The population shift from rural areas to the
cities in Asia is an unprecedented migration. In China, systems of residential
permits aim to control the flow, but many peasants move to Chinese cities even
without official permits. In Indonesia, by contrast, there is effectively
no control, although there are policies to try to diffuse the location of new
industrial employment. As industry has become increasingly mechanized, it has
often not provided much proportional growth in employment. It is the service
sectors of the expanding cities that have shown the fastest growth in
employment in recent years. In the poorer countries much of the employment
growth is in what is known as the informal sector—a term referring to
small, often family-owned businesses operating outside state regulation or
control and mainly engaged in petty services or petty manufacturing.
To date, increases in food production have
allowed most countries to feed their growing populations, but the balance
between population growth and food supply has been delicate. The dominant
methods by which the major grain crops are produced remain labour-intensive.
Crop yields vary greatly throughout Asia. For example, rice production per acre
in Bangladesh is about half that of South Korea. Only about one-fifth
of Asia’s land is arable, and it has been increasingly difficult to expand
production by extending the amount of cultivated land, although in
some areas, such as western Indonesia, forest has continued to be cleared for
colonization. In most tropical and subtropical parts of Asia, cropping
intensity has risen—i.e., arable land increasingly has been cultivated for more
than one crop (and in some areas, such as Bangladesh, sometimes even three
crops) each year. Major efforts to increase production have occurred through
the so-called Green Revolution, which involved introducing hybrid seed
strains that have been responsive to chemical fertilizers. This technology has
required controlled water supplies and has led to increases in irrigation and
the use of pesticides. Mechanization has been important for some crops, such as
wheat and corn (maize), but in general it has not been so important for rice
growing. It is thought that a more significant barrier to further agricultural
development has been the uneven distribution of land. This problem has been
particularly acute in the poorer countries of Asia. While governments
have made concerted efforts to produce workable land-reform programs, progress
has been slow; this has been particularly conspicuous in the Indian
subcontinent and the Philippines. In the socialist countries, land
reform was attempted through collectivization, but in general land has
been given back to peasants to farm individually. Anxiety that the growth
potential of the Green Revolution has been slackening has contributed to
arguments for introducing genetically modified organisms. Asian countries,
however, have responded cautiously to such proposals.
Asian economic interdependence grew
significantly during the late 20th century as a product of trade, investment,
and better access to information. Japanese investment has dominated much of
East and Southeast Asia. Formal organization of the regional economy remains
relatively weak, although the Association of Southeast Asian Nations (ASEAN)
has worked reasonably well. For most of these countries, however, trade with
other Southeast Asian countries has grown less quickly than trade with Japan.
In 1995 the South Asian Association for Regional Co-operation proclaimed
a South Asian Free Trade Area as one of its policy goals, but such a zone has
not yet been realized.
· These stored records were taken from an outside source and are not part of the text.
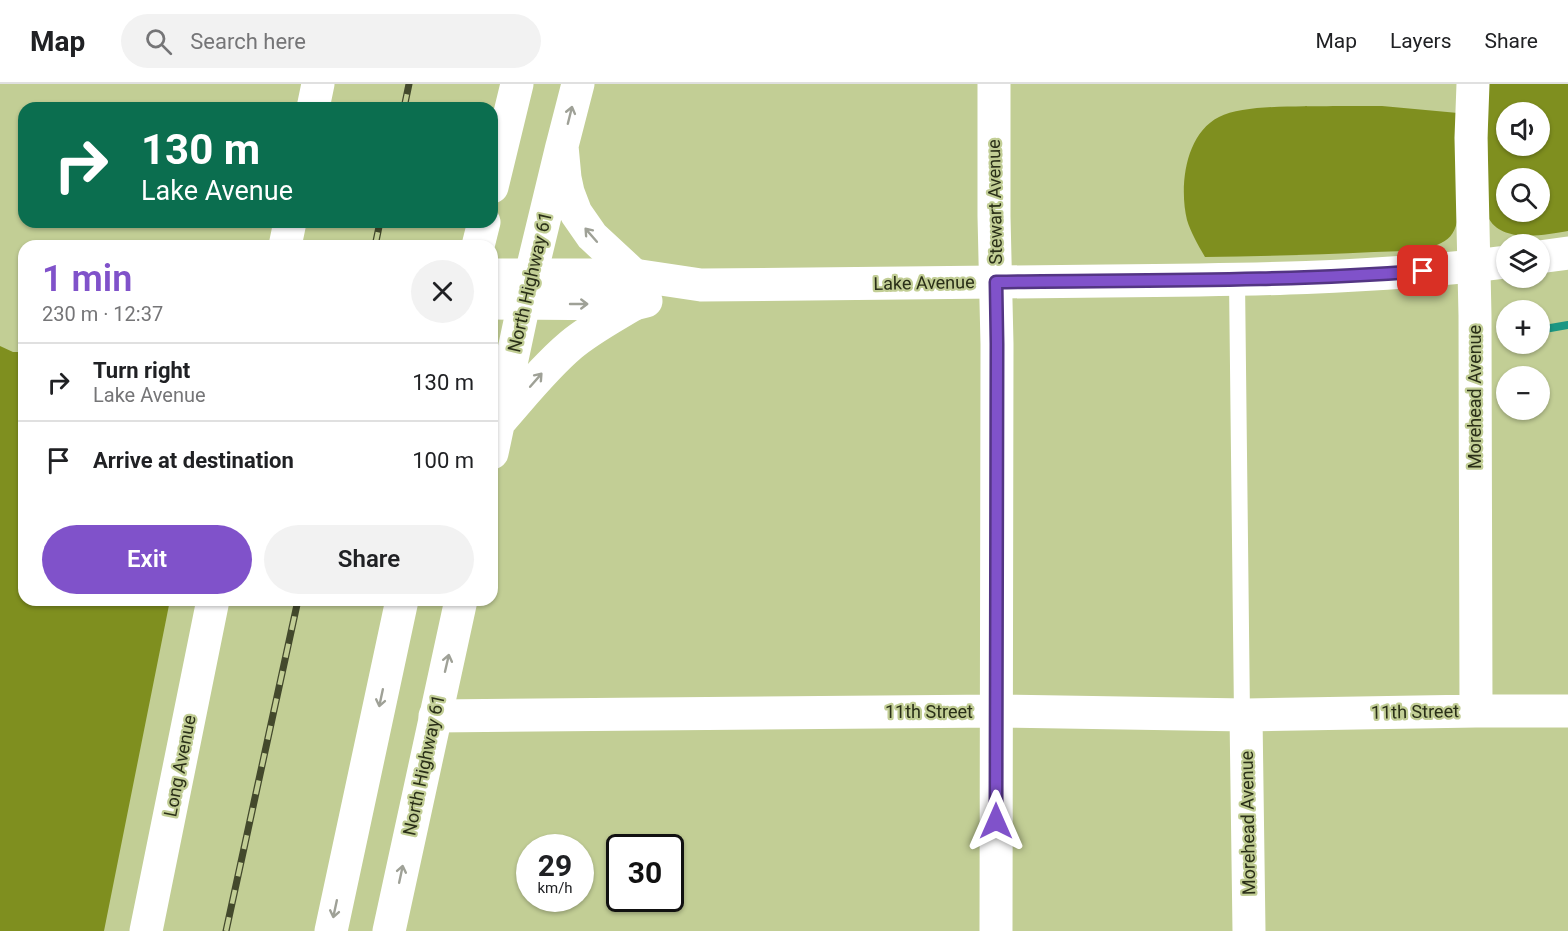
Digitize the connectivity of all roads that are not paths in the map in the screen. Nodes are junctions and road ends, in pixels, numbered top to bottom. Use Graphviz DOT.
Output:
graph roads {
  1 [pos="318,84"];
  2 [pos="517,84"];
  3 [pos="578,84"];
  4 [pos="994,84"];
  5 [pos="1473,84"];
  6 [pos="314,102"];
  7 [pos="562,146"];
  8 [pos="498,162"];
  9 [pos="1568,253"];
  10 [pos="1550,255"];
  11 [pos="1496,263"];
  12 [pos="1473,266"];
  13 [pos="498,276"];
  14 [pos="1237,280"];
  15 [pos="996,282"];
  16 [pos="528,289"];
  17 [pos="634,290"];
  18 [pos="498,301"];
  19 [pos="498,424"];
  20 [pos="498,434"];
  21 [pos="212,606"];
  22 [pos="401,606"];
  23 [pos="460,606"];
  24 [pos="997,711"];
  25 [pos="1476,711"];
  26 [pos="1568,711"];
  27 [pos="1244,715"];
  28 [pos="435,716"];
  29 [pos="146,931"];
  30 [pos="331,931"];
  31 [pos="389,931"];
  32 [pos="996,931"];
  33 [pos="1249,931"];
  1 -- 6 [label="street"];
  2 -- 8 [label="street"];
  7 -- 3 [label="street, North Highway 61, one-way"];
  4 -- 15 [label="street, Stewart Avenue"];
  5 -- 12 [label="street, Morehead Avenue"];
  7 -- 16 [label="street, North Highway 61"];
  17 -- 7 [label="street, one-way"];
  9 -- 10 [label="street"];
  11 -- 12 [label="street, Lake Avenue"];
  12 -- 14 [label="street, Lake Avenue"];
  12 -- 25 [label="street, Morehead Avenue"];
  13 -- 16 [label="street, Lake Avenue"];
  14 -- 15 [label="street, Lake Avenue"];
  14 -- 27 [label="lane"];
  15 -- 17 [label="street, Lake Avenue"];
  15 -- 24 [label="street, Stewart Avenue"];
  16 -- 17 [label="street, Lake Avenue"];
  16 -- 18 [label="street, Lake Avenue"];
  16 -- 19 [label="street, North Highway 61"];
  20 -- 17 [label="street, one-way"];
  21 -- 29 [label="street, Long Avenue"];
  22 -- 30 [label="street, one-way"];
  28 -- 23 [label="street, North Highway 61, one-way"];
  24 -- 27 [label="street, 11th Street"];
  24 -- 28 [label="street, 11th Street"];
  24 -- 32 [label="street, Stewart Avenue"];
  25 -- 26 [label="street, 11th Street"];
  25 -- 27 [label="street, 11th Street"];
  27 -- 33 [label="street, Morehead Avenue"];
  31 -- 28 [label="street, North Highway 61, one-way"];
}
The Persian Gulf countries have sometimes achieved
sufficient unity to act together through the Organization of Petroleum
Exporting Countries (OPEC; which includes non-Asian members) to control oil
prices, but otherwise there has been little regional integration in
Southwest Asia. Siberia, the Asian portion of Russia, suffered after the
collapse of Soviet central planning in the early 1990s, and the Russian central
government subsequently abandoned the region to manage on its own. The remote
location and fierce climate have discouraged private investors from trying to
exploit much of Siberia’s vast mineral and timber resources, except for the
heavily developed petroleum and gas deposits of western Siberia.